Елизавета Васильевна подобрала длинную юбку и стала спускаться по оседающему песку к воде. Перевозчик спал, уложив голову на корму. Елизавета Васильевна бросила камешек в борт, и перевозчик приподнялся.

— Я уж думал, ты, барыня, не придешь. Ну, коли не боишься, садись. — Он помог Рубановской влезть в лодку и недовольно оглянулся на мальчика. — Ишь, защитника взяла с собой. О нем не договаривались.

— Я заплачу. Вези.

— Деньги вперед. Всяко бывает, инно часовой пальнет сдуру.

Елизавета Васильевна протянула деньги, и лодочник взялся за весла.

На середине Невы он огляделся и вздохнул:

— Светло, ровно днем. Такие дела надо в потемках делать.

Рубановская молча смотрела на приближающуюся Петропавловскую крепость. Шпиль над крепостью таял в белесом небе.
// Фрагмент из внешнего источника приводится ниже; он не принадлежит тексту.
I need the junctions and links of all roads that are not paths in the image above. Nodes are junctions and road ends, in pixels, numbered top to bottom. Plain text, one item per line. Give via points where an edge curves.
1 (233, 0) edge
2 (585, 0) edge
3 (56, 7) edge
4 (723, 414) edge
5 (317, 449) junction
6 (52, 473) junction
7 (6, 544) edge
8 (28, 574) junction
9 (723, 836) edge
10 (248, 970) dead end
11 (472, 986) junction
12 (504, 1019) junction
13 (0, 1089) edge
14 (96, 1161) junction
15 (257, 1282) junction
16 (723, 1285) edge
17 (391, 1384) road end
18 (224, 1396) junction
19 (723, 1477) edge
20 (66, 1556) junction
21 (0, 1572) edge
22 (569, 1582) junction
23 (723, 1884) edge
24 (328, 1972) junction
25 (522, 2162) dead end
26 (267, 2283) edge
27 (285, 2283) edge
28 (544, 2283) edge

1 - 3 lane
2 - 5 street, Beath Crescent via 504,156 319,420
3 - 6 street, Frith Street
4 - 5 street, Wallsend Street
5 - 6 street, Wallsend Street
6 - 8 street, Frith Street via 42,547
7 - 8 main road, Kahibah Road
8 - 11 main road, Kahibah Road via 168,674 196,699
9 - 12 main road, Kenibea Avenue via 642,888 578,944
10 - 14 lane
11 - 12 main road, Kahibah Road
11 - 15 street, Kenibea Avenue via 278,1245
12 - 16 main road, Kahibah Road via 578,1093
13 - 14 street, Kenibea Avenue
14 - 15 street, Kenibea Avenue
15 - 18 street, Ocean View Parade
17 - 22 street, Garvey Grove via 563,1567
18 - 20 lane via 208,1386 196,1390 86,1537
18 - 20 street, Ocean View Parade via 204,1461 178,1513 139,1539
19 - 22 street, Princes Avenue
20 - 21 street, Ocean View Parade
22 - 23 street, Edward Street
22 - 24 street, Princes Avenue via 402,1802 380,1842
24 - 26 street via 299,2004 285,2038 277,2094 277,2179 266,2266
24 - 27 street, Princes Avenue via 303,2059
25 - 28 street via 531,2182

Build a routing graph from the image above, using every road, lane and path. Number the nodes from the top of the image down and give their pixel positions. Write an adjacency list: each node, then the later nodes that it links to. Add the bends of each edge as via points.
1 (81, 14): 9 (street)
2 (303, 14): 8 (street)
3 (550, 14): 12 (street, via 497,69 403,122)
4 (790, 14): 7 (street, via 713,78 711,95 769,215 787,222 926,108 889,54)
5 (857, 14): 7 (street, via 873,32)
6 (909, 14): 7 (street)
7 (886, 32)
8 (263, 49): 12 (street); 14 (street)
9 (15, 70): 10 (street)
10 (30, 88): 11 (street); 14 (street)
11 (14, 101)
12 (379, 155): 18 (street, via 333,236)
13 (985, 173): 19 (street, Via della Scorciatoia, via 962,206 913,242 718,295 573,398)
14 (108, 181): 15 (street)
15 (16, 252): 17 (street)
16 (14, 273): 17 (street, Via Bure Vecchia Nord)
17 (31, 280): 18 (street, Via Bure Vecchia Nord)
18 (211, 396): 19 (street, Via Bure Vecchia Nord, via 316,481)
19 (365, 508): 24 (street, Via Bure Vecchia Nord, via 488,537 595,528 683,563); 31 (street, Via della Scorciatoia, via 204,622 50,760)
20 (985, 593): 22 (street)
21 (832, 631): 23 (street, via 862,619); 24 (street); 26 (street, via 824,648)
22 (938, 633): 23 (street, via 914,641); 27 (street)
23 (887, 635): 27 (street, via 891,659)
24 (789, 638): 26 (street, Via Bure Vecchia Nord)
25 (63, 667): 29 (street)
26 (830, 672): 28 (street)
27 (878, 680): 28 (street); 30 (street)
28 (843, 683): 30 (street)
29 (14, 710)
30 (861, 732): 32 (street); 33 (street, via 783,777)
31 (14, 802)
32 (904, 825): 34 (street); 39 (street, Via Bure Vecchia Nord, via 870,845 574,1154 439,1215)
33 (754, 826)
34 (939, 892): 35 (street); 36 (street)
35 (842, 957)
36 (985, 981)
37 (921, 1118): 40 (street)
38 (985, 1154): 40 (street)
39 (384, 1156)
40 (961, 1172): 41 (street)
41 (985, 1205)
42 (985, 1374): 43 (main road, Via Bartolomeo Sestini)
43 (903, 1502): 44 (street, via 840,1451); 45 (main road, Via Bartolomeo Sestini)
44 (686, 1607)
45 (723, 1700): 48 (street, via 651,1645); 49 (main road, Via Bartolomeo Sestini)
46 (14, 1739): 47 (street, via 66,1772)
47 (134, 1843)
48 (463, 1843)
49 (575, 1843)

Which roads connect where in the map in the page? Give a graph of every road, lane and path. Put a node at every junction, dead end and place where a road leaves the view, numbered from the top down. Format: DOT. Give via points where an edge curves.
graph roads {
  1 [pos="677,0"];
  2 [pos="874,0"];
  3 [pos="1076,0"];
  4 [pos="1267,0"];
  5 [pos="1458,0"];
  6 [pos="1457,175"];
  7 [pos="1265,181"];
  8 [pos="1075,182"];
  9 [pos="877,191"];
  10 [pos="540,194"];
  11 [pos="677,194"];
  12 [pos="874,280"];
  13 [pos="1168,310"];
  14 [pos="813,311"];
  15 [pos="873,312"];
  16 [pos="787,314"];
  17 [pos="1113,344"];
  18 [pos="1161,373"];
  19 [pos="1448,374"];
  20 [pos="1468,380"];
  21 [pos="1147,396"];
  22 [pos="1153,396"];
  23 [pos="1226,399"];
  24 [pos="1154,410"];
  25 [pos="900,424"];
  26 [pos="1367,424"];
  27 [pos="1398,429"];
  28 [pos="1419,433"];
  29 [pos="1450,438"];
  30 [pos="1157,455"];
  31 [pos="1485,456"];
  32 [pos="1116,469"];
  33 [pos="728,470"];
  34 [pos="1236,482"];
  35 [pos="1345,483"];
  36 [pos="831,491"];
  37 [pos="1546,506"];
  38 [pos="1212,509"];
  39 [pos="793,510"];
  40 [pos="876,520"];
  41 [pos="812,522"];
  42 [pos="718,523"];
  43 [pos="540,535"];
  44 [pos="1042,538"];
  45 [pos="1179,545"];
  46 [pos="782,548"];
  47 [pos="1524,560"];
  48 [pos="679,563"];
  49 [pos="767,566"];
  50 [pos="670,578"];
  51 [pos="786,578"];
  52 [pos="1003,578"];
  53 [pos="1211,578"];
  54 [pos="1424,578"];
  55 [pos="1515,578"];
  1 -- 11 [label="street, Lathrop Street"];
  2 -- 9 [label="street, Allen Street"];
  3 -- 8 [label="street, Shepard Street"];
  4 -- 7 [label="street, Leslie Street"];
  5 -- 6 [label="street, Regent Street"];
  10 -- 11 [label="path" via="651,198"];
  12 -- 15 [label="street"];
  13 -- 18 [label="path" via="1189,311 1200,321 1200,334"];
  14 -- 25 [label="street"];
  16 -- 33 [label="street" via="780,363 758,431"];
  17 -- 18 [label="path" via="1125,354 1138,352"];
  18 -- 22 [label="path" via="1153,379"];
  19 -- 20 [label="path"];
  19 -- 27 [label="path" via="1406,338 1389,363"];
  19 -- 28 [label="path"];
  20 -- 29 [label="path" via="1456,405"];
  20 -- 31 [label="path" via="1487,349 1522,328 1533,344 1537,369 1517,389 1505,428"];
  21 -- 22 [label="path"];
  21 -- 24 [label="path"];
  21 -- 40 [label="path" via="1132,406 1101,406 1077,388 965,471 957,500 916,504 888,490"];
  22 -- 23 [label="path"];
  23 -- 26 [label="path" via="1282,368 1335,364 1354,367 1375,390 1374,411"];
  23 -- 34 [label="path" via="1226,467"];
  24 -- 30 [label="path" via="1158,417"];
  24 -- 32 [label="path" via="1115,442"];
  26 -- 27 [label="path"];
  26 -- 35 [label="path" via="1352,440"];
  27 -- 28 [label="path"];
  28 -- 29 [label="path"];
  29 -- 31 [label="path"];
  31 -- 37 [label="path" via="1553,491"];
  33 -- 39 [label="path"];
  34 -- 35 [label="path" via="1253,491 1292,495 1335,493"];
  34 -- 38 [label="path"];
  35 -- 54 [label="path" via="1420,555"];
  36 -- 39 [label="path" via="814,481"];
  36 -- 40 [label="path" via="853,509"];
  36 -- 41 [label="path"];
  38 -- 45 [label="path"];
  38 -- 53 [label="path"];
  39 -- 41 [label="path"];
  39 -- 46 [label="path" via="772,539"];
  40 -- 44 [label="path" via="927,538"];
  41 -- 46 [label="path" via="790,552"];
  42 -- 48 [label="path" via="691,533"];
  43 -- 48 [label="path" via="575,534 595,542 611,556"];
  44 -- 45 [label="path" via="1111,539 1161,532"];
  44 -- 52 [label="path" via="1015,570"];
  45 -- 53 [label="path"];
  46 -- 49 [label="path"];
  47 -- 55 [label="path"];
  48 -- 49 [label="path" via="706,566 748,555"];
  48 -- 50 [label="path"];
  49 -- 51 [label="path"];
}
Под днищем лодки заскрежетало, по берегу бегом приближался офицер. Он помог Рубановской выбраться на мостки:

— О мальчике мне Степан Иванович не указывал. Пусть подождет здесь. А вы идите за мной.

Они прошли ворота, миновали несколько караульных будок. В длинном пустом крепостном дворе к Елизавете Васильевне подошел лохматый пес и доверчиво прижался к ноге. Эта ласка животного на какое-то мгновение успокоила ее, но в гулком коридоре каземата вместе с лязгом дверей тревога и волнение вернулись снова.

Наконец офицер остановился.

— Вот здесь. Через двадцать минут я приду за вами.

Дверь распахнулась. Навстречу Рубановской из угла комнаты поднимался Радищев.

— Саша, — еле слышно сказала она.

Он обнял ее, и время остановилось. Не существовало ни крепости, ни Шешковского, ни лодки, ждущей на берегу. Только двое были вместе, и весь мир в ту минуту вмещался в комнату с низким потолком и окном, упирающимся в глухую стену.

Радищев провел рукой по лицу, словно стирал остатки сладкого сна:

— Я готов сидеть здесь вечно, если ты будешь приходить сюда.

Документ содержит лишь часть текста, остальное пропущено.